Scientists in Siberia have revived ancient "zombie viruses" that had been frozen for eons

Scientists in Siberia have revived ancient “zombie viruses” that had been frozen for eons

As the world warms, huge chunks of permafrost are melting, releasing material that has been trapped in its icy grip for years. This includes a whole range of microbes, in some cases lying dormant for hundreds of millennia.

Now, to study the emerging microbes, scientists have resurrected a number of these “zombie viruses” from Siberia’s permafrost, including one thought to be nearly 50,000 years old — a record age for a frozen virus to return to a state , which can infect other organisms.

The team behind the work, led by microbiologist Jean-Marie Alempic of the French National Center for Scientific Research, says these resuscitating viruses may pose a significant public health threat and more studies need to be conducted to assess the danger posed by running out of these infectious agents could pose as they wake up from their icy slumber.

“A quarter of the northern hemisphere is covered by permanently frozen ground called permafrost,” the researchers write in their paper.

“Due to global warming, irreversibly thawing permafrost releases organic material that has been frozen for up to a million years, most of which breaks down into carbon dioxide and methane, further amplifying the greenhouse effect.”

The 48,500-year-old amoeba virus is actually one of 13 described in a new study currently in prepress, nine of which are believed to be tens of thousands of years old. The researchers found that each had a different genome from all other known viruses.

While the record-breaking virus was found under a lake, other extraction sites included mammoth wool and the guts of a Siberian wolf – all buried under permafrost. Using live unicellular amoeba cultures, the team proved that the viruses still had the potential to be infectious pathogens.

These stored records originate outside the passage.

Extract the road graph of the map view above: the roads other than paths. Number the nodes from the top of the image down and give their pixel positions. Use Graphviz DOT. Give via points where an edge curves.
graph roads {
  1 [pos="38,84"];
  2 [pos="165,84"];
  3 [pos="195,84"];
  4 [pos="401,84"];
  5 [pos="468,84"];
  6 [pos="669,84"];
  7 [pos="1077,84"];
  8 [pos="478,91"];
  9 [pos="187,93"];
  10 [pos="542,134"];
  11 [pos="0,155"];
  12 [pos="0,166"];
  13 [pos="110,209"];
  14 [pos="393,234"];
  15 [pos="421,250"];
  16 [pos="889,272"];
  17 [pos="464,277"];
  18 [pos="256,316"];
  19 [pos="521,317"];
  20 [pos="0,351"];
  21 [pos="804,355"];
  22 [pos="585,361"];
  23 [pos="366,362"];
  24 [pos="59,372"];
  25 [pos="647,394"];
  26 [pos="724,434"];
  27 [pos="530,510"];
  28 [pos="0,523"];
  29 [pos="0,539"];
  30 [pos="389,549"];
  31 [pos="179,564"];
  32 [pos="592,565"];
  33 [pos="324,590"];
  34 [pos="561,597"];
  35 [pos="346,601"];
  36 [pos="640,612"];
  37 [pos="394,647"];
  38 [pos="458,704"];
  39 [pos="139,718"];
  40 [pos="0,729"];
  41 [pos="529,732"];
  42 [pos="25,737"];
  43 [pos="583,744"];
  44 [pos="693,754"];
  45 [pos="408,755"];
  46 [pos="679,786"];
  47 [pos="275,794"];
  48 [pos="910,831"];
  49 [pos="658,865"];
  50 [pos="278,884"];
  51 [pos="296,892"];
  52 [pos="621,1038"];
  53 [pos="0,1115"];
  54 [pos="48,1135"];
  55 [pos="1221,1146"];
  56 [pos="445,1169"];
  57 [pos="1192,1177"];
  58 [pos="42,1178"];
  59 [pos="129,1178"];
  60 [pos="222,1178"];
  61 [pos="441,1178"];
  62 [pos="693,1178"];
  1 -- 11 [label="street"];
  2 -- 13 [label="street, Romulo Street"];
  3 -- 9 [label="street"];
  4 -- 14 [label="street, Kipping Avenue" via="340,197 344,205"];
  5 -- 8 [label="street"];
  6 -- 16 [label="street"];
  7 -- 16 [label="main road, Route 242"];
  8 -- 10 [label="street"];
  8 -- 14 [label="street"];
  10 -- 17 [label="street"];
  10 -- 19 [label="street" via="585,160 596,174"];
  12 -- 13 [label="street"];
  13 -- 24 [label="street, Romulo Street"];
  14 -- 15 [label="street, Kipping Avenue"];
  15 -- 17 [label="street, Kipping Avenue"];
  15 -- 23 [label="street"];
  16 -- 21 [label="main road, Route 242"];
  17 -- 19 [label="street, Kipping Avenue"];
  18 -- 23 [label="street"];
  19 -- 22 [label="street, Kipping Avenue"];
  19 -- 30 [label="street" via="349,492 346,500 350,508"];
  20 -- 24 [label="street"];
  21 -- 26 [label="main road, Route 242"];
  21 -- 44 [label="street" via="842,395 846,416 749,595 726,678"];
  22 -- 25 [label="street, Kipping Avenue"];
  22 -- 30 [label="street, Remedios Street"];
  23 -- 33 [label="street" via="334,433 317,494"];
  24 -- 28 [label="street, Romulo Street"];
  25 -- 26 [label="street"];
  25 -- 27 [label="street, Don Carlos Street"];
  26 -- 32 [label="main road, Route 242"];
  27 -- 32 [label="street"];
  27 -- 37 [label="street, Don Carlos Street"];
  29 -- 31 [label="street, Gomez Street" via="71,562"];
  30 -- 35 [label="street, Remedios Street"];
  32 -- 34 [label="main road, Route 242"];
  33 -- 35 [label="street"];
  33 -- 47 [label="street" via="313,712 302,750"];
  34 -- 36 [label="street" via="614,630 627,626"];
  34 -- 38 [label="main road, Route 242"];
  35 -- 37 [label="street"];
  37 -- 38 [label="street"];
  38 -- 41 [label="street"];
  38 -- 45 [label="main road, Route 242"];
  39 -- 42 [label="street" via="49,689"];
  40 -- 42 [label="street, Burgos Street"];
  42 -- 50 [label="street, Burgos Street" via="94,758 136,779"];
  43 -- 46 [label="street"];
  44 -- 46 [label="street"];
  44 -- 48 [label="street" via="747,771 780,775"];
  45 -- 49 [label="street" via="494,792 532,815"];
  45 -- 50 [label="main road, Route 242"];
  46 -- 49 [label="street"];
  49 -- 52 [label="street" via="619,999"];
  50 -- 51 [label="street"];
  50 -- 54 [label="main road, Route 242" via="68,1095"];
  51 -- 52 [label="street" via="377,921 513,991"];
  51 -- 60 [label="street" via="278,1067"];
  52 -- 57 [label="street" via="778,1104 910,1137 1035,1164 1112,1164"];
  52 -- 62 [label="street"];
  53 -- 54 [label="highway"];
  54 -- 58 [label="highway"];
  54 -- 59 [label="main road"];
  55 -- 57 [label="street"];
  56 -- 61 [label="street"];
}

We are also seeing large numbers of bacteria being released into the environment as the world warms, but given the antibiotics available to us, one could argue that they would prove less of a threat. A novel virus – like SARS-CoV-2 – could become much more of a public health concern as the Arctic becomes more densely populated.

“The situation would be far more catastrophic in the case of plant, animal or human disease caused by the revival of an ancient unknown virus,” the researchers write.

“It is therefore legitimate to consider the risk of old virus particles remaining infectious and being re-circulated by thawing old layers of permafrost.”

This team is in the form of painstakingly digging up viruses in Siberia, with a previous study detailing the discovery of a 30,000-year-old virus. Like the new record holder, this was a Pandoravirus, a giant large enough to be seen under a light microscope.

The revived virus has been given the name Pandoravirus Yedoma, acknowledging its size and the type of permafrost in which it was found. The researchers believe that there are many more viruses to be found besides the viruses that only target amoebas.

Many of the viruses released as the ice thaws will be completely unknown to us – although it remains to be seen how contagious these viruses will be when exposed to light, heat and oxygen in the outside environment. All of these are areas that could be explored in future studies.

The virologist Eric Delwart from the University of California, San Francisco, agrees that these giant viruses are just the beginning when it comes to exploring what lies beneath the permafrost. Although Delwart not involved in the current study, he has extensive experience in reviving ancient plant viruses.

“If the authors actually isolate live viruses from ancient permafrost, it’s likely that the even smaller, simpler mammalian viruses would also survive frozen for eons,” Delwart said New scientist.

The research is not yet peer-reviewed but is available on bioRxiv.